/ 12 September 2013

Jo’burg’s Yamato restaurant fishes for condiments

A selection of sashimi at Jo'burg's Yamato restaurant.
A selection of sashimi at Jo'burg's Yamato restaurant. (Paul Botes,M&G)

Why does Yamato, one of Johannesburg's top Japanese restaurants, insist on serving cat food to diners as a pre-dinner treat? If a waitress comes over offering tiny bowls of insipid cooked tuna, send it back and move on to the menu.

The place is at the back of the shopping centre next door to the Thrupps Centre in Illovo and looks over a shop selling men's underwear and a drag theatre and burger bar called Beefcakes.

The menu is large and for one diner at the table next to mine — grumbling to no one in particular — it was “too large”. 

I ordered the 18-piece sashimi (R320), which the chef selects from his freshest fish. 

There were slices of what is probably the best-tasting salmon I have ever had, pieces of deep-red tuna, mackerel interleaved with thin slices of lemon and some incredibly fresh red roman.

The Yamato bento (R220) comes in a lacquered box and will give you a good idea of what a balanced meal should consist of. Besides the bowl of miso soup, you get four pieces of sashimi, boiled vegetables (such as carrot, broccoli, butternut and sweet potato) and tofu, a single tempura prawn and three other tempura vegetables and steamed rice. 

Another excellent combination meal is the ten don (R155): a bowl of steamed rice with tempura and a sweet soya sauce, miso and pickles. 
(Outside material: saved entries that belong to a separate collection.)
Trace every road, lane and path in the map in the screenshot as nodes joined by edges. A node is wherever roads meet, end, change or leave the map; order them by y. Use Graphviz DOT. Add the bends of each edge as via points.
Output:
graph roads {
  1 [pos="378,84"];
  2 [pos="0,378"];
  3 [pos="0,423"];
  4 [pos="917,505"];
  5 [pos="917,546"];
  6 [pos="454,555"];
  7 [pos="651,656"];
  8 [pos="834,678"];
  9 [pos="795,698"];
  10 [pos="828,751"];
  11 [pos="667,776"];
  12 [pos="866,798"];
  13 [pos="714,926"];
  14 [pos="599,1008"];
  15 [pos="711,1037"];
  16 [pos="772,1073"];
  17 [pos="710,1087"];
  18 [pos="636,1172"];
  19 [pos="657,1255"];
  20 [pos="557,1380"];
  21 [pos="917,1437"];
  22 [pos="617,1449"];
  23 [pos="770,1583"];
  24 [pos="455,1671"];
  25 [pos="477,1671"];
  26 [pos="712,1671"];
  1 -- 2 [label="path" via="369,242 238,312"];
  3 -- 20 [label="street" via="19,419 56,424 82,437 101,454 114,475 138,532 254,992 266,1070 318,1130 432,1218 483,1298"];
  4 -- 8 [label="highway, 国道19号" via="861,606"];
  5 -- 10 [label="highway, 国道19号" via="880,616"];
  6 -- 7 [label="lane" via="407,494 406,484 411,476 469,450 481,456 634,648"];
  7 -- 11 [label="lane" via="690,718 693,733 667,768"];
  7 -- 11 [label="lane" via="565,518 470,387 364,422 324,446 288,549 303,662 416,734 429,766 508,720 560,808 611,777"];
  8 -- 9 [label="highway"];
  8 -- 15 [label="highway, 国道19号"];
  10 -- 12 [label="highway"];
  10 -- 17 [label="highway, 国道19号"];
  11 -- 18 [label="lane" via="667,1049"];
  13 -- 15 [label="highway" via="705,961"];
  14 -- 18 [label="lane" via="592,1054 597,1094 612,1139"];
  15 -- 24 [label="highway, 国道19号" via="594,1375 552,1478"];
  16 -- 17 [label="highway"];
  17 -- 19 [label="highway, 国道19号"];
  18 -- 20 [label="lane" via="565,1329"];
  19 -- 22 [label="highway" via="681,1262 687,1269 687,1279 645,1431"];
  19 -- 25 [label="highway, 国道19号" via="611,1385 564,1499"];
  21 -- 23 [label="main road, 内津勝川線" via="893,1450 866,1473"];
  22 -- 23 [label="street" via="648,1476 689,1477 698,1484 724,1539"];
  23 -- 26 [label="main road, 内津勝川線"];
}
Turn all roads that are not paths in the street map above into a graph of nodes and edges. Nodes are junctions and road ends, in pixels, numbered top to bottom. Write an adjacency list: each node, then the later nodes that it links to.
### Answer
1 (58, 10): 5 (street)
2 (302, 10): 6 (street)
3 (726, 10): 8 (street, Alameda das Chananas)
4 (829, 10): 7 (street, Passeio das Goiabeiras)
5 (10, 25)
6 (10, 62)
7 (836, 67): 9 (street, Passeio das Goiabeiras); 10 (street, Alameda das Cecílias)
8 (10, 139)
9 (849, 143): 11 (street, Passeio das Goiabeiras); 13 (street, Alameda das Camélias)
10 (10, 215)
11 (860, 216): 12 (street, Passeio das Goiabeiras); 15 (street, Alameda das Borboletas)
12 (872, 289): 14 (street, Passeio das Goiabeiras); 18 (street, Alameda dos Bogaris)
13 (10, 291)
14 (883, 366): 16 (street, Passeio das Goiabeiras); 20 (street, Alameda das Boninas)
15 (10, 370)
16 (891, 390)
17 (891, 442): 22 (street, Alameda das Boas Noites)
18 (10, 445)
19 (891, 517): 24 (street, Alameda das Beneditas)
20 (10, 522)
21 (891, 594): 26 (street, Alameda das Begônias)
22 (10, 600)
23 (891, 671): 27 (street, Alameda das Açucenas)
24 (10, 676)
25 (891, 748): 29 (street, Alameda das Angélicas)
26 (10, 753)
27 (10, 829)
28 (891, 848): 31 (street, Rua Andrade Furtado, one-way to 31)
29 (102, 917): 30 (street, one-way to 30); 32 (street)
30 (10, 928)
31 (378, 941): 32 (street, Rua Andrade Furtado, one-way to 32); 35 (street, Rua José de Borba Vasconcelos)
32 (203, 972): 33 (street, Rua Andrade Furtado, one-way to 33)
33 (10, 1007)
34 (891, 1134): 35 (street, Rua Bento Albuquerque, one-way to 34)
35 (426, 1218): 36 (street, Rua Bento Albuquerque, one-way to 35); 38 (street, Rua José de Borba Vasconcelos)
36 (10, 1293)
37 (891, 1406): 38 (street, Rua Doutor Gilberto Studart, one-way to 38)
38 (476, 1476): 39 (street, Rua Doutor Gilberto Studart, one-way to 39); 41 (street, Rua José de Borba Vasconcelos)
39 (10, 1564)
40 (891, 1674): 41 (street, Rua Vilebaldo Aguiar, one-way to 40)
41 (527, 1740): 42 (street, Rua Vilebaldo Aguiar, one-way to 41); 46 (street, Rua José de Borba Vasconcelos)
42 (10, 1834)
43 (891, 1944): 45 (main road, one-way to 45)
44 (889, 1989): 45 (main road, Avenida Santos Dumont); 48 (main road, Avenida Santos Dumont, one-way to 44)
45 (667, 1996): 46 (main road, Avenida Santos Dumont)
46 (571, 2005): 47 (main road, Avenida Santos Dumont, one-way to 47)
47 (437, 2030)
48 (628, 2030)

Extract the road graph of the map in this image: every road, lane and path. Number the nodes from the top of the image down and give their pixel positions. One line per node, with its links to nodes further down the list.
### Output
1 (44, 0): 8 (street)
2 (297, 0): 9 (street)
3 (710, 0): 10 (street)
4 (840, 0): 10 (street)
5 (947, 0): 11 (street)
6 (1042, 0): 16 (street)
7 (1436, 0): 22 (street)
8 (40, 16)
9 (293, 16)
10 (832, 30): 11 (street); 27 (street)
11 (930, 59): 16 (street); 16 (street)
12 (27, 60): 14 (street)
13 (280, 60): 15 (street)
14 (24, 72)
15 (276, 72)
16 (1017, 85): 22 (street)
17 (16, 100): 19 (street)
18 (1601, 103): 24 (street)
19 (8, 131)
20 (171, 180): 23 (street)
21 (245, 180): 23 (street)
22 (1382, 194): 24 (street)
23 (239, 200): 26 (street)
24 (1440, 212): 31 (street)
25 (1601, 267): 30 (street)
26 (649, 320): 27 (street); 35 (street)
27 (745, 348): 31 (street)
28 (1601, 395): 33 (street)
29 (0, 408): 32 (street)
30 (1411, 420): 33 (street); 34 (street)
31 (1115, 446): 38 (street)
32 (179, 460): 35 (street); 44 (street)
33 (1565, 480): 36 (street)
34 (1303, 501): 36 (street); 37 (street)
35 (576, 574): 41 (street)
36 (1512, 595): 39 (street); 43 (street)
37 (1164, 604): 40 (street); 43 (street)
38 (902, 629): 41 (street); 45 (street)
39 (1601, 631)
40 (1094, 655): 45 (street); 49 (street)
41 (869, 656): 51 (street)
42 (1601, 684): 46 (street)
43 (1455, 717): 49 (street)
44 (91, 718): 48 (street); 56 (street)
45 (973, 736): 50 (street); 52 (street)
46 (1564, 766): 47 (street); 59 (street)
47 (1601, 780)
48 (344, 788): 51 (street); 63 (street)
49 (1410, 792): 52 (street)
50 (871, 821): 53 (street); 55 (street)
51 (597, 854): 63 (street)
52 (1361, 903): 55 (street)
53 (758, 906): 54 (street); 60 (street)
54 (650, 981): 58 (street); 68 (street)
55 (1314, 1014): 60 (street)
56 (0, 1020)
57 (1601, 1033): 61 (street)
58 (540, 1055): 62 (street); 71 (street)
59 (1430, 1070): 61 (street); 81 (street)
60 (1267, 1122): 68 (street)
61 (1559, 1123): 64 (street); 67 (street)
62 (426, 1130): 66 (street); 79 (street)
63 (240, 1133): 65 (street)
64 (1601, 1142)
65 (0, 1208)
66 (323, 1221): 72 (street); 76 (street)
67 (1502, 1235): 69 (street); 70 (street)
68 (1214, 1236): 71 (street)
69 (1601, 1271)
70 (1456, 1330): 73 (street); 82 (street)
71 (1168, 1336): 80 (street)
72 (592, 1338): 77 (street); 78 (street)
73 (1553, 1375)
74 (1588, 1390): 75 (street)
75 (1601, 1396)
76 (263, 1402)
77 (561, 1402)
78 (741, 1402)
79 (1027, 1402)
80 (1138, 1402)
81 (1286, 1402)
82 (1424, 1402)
Japanese-style chicken curry (R105) is only served as a special at lunch on Wednesday but get there early as the place fills up fast.

The house salad (R68) is worth ordering: piles of thin potato noodles, tendrils of carrot, strips of seaweed and lettuce, with a dark, sweet and fishy dressing. 

There are other good fishy things, such as the dobin mushi, a fragrant clear fish soup with small prawns (R42) and the agedashi dofu (R45), big pieces of deep-fried tofu in a fishy broth, with flakes of dried fish.

If you are with a crowd, try the shabu-shabu (R350): you cook your own thinly sliced beef, vegetables and tofu in a little pot of kelp soup. The yamato nabe, a seafood hot pot (R750), has prawns, lobster, calamari and fish. 

I can use chopsticks as well as the next Westerner but I challenge you to try to fit the impossibly huge pieces of calamari tempura (R46) into your mouth. 

I considered calling for a knife and fork but instead just made a mess of the tablecloth.

The service is uneven. The spout of the pourer of soya sauce on my table was blocked and I found it hard to catch the eye of the waiters, whose gaze always seemed to be averted, during the rare moments they emerged from the kitchen. 

There are some delicious oddities such as tofu caprese (R45), in which slices of bean curd and tomato are stacked vertically, instead of laying it flat as Italians do. 

Another is korokke, a mashed potato croquette, with pork or beef (R56). 

Just stay away from that tuna starter.